What you will do | Write out the records once more, exactly as given.

:: Data for the task ::

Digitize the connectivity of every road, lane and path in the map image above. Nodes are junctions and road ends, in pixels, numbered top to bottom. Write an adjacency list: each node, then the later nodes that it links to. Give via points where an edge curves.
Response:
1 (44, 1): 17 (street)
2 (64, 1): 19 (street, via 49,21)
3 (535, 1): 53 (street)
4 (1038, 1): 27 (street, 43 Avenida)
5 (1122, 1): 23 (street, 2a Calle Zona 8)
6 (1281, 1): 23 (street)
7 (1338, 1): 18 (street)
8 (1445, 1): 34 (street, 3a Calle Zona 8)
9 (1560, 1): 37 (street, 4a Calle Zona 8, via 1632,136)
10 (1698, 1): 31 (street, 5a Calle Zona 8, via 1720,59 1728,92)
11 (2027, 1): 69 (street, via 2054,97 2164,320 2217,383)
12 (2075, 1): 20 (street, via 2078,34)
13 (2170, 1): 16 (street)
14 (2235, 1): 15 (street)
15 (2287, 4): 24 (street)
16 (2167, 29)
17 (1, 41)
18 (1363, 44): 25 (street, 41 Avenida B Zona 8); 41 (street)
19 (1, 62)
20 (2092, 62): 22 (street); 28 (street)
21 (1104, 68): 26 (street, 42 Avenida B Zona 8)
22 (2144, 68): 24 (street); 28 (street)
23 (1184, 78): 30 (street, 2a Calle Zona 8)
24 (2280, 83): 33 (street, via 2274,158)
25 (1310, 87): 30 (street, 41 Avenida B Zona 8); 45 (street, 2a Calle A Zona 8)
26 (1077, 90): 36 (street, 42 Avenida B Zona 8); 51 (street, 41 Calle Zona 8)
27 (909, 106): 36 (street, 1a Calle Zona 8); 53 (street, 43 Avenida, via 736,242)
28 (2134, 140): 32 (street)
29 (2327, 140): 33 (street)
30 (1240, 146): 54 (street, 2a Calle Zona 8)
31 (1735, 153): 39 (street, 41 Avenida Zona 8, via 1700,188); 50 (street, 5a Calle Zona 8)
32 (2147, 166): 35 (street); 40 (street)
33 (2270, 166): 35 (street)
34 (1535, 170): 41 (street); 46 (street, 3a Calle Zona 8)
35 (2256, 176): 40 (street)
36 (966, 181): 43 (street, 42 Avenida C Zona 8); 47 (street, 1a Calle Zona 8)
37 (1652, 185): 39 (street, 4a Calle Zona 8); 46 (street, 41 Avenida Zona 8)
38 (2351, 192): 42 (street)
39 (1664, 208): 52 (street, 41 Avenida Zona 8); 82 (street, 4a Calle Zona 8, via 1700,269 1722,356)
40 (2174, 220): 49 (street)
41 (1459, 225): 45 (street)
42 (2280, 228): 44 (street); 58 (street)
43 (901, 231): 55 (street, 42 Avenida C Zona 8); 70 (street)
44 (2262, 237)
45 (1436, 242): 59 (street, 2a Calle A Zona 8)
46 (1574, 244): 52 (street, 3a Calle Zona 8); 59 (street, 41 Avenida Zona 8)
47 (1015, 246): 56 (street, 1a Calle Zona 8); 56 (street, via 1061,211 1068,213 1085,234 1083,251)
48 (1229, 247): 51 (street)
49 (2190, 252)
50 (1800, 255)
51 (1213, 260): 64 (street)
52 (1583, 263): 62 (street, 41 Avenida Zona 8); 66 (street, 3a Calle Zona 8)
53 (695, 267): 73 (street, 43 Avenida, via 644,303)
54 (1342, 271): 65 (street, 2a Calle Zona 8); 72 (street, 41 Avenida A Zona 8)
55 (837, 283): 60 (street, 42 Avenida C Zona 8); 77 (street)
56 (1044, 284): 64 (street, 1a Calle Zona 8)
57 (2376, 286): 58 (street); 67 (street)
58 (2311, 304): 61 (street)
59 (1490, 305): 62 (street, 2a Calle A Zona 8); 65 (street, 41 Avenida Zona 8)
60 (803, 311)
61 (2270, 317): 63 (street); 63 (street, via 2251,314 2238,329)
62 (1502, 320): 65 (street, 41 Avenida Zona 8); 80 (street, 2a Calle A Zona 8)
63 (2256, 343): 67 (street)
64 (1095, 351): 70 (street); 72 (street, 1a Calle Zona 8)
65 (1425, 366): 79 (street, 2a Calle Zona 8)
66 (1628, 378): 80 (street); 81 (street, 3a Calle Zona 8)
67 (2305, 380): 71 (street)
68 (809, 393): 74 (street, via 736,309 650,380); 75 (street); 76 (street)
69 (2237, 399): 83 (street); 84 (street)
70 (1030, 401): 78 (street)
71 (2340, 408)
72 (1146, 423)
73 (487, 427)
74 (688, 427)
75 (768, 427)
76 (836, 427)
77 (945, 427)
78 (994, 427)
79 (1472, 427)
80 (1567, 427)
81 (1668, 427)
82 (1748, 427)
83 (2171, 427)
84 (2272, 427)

:::

Answer |
Digitize the connectivity of every road, lane and path in the map image above. Nodes are junctions and road ends, in pixels, numbered top to bottom. Write an adjacency list: each node, then the later nodes that it links to. Give via points where an edge curves.
Response:
1 (44, 1): 17 (street)
2 (64, 1): 19 (street, via 49,21)
3 (535, 1): 53 (street)
4 (1038, 1): 27 (street, 43 Avenida)
5 (1122, 1): 23 (street, 2a Calle Zona 8)
6 (1281, 1): 23 (street)
7 (1338, 1): 18 (street)
8 (1445, 1): 34 (street, 3a Calle Zona 8)
9 (1560, 1): 37 (street, 4a Calle Zona 8, via 1632,136)
10 (1698, 1): 31 (street, 5a Calle Zona 8, via 1720,59 1728,92)
11 (2027, 1): 69 (street, via 2054,97 2164,320 2217,383)
12 (2075, 1): 20 (street, via 2078,34)
13 (2170, 1): 16 (street)
14 (2235, 1): 15 (street)
15 (2287, 4): 24 (street)
16 (2167, 29)
17 (1, 41)
18 (1363, 44): 25 (street, 41 Avenida B Zona 8); 41 (street)
19 (1, 62)
20 (2092, 62): 22 (street); 28 (street)
21 (1104, 68): 26 (street, 42 Avenida B Zona 8)
22 (2144, 68): 24 (street); 28 (street)
23 (1184, 78): 30 (street, 2a Calle Zona 8)
24 (2280, 83): 33 (street, via 2274,158)
25 (1310, 87): 30 (street, 41 Avenida B Zona 8); 45 (street, 2a Calle A Zona 8)
26 (1077, 90): 36 (street, 42 Avenida B Zona 8); 51 (street, 41 Calle Zona 8)
27 (909, 106): 36 (street, 1a Calle Zona 8); 53 (street, 43 Avenida, via 736,242)
28 (2134, 140): 32 (street)
29 (2327, 140): 33 (street)
30 (1240, 146): 54 (street, 2a Calle Zona 8)
31 (1735, 153): 39 (street, 41 Avenida Zona 8, via 1700,188); 50 (street, 5a Calle Zona 8)
32 (2147, 166): 35 (street); 40 (street)
33 (2270, 166): 35 (street)
34 (1535, 170): 41 (street); 46 (street, 3a Calle Zona 8)
35 (2256, 176): 40 (street)
36 (966, 181): 43 (street, 42 Avenida C Zona 8); 47 (street, 1a Calle Zona 8)
37 (1652, 185): 39 (street, 4a Calle Zona 8); 46 (street, 41 Avenida Zona 8)
38 (2351, 192): 42 (street)
39 (1664, 208): 52 (street, 41 Avenida Zona 8); 82 (street, 4a Calle Zona 8, via 1700,269 1722,356)
40 (2174, 220): 49 (street)
41 (1459, 225): 45 (street)
42 (2280, 228): 44 (street); 58 (street)
43 (901, 231): 55 (street, 42 Avenida C Zona 8); 70 (street)
44 (2262, 237)
45 (1436, 242): 59 (street, 2a Calle A Zona 8)
46 (1574, 244): 52 (street, 3a Calle Zona 8); 59 (street, 41 Avenida Zona 8)
47 (1015, 246): 56 (street, 1a Calle Zona 8); 56 (street, via 1061,211 1068,213 1085,234 1083,251)
48 (1229, 247): 51 (street)
49 (2190, 252)
50 (1800, 255)
51 (1213, 260): 64 (street)
52 (1583, 263): 62 (street, 41 Avenida Zona 8); 66 (street, 3a Calle Zona 8)
53 (695, 267): 73 (street, 43 Avenida, via 644,303)
54 (1342, 271): 65 (street, 2a Calle Zona 8); 72 (street, 41 Avenida A Zona 8)
55 (837, 283): 60 (street, 42 Avenida C Zona 8); 77 (street)
56 (1044, 284): 64 (street, 1a Calle Zona 8)
57 (2376, 286): 58 (street); 67 (street)
58 (2311, 304): 61 (street)
59 (1490, 305): 62 (street, 2a Calle A Zona 8); 65 (street, 41 Avenida Zona 8)
60 (803, 311)
61 (2270, 317): 63 (street); 63 (street, via 2251,314 2238,329)
62 (1502, 320): 65 (street, 41 Avenida Zona 8); 80 (street, 2a Calle A Zona 8)
63 (2256, 343): 67 (street)
64 (1095, 351): 70 (street); 72 (street, 1a Calle Zona 8)
65 (1425, 366): 79 (street, 2a Calle Zona 8)
66 (1628, 378): 80 (street); 81 (street, 3a Calle Zona 8)
67 (2305, 380): 71 (street)
68 (809, 393): 74 (street, via 736,309 650,380); 75 (street); 76 (street)
69 (2237, 399): 83 (street); 84 (street)
70 (1030, 401): 78 (street)
71 (2340, 408)
72 (1146, 423)
73 (487, 427)
74 (688, 427)
75 (768, 427)
76 (836, 427)
77 (945, 427)
78 (994, 427)
79 (1472, 427)
80 (1567, 427)
81 (1668, 427)
82 (1748, 427)
83 (2171, 427)
84 (2272, 427)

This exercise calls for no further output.